# What the task requires
Within the data beneath, some lines may hold the word "main". Give the number of those lines and nothing else.

# Dataset content
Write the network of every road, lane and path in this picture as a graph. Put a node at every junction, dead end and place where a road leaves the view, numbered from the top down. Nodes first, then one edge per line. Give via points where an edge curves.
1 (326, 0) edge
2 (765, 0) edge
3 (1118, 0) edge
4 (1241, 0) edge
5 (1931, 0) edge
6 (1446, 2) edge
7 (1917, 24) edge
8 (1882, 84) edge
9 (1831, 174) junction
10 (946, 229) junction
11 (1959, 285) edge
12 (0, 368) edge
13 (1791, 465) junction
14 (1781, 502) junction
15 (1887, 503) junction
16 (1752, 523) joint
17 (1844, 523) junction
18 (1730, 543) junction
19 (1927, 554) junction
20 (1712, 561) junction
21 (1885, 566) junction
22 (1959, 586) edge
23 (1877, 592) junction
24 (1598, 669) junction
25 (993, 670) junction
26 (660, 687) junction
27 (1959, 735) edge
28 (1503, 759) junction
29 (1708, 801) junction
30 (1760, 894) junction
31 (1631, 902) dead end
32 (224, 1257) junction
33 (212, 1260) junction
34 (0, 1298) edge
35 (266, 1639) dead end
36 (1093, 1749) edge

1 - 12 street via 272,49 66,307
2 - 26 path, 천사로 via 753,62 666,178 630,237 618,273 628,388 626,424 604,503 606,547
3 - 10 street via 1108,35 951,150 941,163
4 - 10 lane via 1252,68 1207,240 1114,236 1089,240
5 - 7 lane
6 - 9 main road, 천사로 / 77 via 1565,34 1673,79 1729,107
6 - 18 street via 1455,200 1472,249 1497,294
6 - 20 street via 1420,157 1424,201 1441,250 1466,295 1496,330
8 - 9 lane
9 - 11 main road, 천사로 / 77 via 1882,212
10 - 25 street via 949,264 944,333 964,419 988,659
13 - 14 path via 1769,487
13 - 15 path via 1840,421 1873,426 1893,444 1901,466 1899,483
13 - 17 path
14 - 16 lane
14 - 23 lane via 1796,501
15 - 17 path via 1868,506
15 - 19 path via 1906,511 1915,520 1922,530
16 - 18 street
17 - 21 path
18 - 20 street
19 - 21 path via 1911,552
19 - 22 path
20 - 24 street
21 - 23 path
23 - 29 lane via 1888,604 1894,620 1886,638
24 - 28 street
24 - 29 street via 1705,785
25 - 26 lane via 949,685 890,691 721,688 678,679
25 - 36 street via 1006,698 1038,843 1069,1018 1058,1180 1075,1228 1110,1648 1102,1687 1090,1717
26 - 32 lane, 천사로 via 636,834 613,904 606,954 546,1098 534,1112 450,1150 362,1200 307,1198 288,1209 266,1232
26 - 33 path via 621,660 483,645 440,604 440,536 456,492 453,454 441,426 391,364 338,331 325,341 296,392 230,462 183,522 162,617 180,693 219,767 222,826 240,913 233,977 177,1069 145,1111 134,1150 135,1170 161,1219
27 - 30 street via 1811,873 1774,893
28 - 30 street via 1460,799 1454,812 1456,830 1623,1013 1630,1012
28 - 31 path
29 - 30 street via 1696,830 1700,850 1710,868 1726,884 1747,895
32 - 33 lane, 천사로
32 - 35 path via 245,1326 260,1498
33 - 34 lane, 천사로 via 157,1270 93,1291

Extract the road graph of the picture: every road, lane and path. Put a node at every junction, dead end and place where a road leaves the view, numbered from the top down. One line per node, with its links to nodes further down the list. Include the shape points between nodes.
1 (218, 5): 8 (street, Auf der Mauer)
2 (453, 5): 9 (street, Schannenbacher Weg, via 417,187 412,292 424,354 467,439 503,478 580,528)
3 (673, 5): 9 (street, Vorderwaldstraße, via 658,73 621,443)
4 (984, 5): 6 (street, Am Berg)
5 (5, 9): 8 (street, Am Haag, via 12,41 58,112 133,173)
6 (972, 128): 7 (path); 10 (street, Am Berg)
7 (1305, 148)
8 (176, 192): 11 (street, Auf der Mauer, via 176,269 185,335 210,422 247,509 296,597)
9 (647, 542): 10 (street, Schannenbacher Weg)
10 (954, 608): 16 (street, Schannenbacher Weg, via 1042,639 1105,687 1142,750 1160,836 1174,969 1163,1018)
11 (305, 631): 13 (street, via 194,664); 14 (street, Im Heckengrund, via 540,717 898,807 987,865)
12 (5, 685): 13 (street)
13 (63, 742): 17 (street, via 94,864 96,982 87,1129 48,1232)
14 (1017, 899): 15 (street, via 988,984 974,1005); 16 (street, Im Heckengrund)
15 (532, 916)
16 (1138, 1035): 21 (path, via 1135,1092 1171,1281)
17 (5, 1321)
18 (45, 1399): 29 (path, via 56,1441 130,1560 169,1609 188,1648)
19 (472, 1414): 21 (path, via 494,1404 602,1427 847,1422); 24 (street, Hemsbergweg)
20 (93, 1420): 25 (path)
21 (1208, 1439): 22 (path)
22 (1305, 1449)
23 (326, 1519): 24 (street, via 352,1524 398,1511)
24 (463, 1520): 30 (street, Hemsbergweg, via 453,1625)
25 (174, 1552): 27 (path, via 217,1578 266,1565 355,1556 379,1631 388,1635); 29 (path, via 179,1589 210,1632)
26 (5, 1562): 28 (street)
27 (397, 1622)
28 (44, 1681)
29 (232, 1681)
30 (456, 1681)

# Reply
2